• WHAT THE TASK ASKS: For the string "word", find every matching line in the records and copy it.

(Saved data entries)
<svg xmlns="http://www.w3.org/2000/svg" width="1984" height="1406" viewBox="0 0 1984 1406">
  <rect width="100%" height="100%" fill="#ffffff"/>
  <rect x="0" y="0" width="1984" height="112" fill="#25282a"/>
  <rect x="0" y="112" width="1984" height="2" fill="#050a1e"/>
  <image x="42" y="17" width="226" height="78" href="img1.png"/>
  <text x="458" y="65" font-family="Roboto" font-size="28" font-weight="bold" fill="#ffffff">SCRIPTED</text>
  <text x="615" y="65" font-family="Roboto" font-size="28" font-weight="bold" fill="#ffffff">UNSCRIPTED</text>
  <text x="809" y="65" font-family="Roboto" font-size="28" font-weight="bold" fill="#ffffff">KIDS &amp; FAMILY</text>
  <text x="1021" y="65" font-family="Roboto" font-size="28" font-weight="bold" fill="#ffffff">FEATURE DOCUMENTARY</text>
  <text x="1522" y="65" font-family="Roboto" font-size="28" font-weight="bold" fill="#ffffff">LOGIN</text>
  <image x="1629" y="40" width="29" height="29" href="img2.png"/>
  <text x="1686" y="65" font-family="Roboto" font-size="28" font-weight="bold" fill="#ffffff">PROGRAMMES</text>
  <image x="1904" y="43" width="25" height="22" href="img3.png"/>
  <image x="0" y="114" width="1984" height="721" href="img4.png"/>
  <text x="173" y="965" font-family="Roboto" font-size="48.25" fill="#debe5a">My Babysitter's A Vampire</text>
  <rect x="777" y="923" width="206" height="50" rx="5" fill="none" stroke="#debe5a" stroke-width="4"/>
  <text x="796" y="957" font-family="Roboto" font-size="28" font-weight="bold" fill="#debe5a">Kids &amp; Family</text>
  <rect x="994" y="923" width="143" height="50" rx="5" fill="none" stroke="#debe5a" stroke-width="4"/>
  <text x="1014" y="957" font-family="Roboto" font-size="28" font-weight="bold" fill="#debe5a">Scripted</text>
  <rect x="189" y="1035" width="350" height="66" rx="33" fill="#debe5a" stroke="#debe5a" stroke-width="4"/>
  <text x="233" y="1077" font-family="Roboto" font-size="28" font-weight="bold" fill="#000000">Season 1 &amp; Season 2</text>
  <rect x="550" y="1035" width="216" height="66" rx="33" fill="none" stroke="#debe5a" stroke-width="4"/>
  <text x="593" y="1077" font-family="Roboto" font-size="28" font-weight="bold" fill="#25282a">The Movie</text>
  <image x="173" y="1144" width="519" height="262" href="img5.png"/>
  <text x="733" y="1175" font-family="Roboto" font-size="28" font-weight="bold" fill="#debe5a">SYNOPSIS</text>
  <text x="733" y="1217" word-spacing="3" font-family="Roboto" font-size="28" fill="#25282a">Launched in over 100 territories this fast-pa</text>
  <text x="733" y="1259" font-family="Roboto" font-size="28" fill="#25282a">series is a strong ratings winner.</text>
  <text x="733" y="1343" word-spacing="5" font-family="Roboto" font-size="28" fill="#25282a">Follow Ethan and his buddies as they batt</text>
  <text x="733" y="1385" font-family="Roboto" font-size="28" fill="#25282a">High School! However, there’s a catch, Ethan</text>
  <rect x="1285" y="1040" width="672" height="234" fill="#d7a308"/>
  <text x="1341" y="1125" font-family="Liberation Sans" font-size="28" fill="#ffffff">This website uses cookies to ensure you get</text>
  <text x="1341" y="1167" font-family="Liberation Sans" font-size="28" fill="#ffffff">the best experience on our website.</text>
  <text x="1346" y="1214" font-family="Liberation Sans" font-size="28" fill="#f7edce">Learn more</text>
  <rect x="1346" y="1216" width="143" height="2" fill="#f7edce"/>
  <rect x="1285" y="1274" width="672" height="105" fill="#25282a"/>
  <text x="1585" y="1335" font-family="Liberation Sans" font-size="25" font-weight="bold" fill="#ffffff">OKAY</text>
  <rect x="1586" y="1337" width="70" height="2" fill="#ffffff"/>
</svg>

• RESULT BELOW:
  <text x="733" y="1217" word-spacing="3" font-family="Roboto" font-size="28" fill="#25282a">Launched in over 100 territories this fast-pa</text>
  <text x="733" y="1343" word-spacing="5" font-family="Roboto" font-size="28" fill="#25282a">Follow Ethan and his buddies as they batt</text>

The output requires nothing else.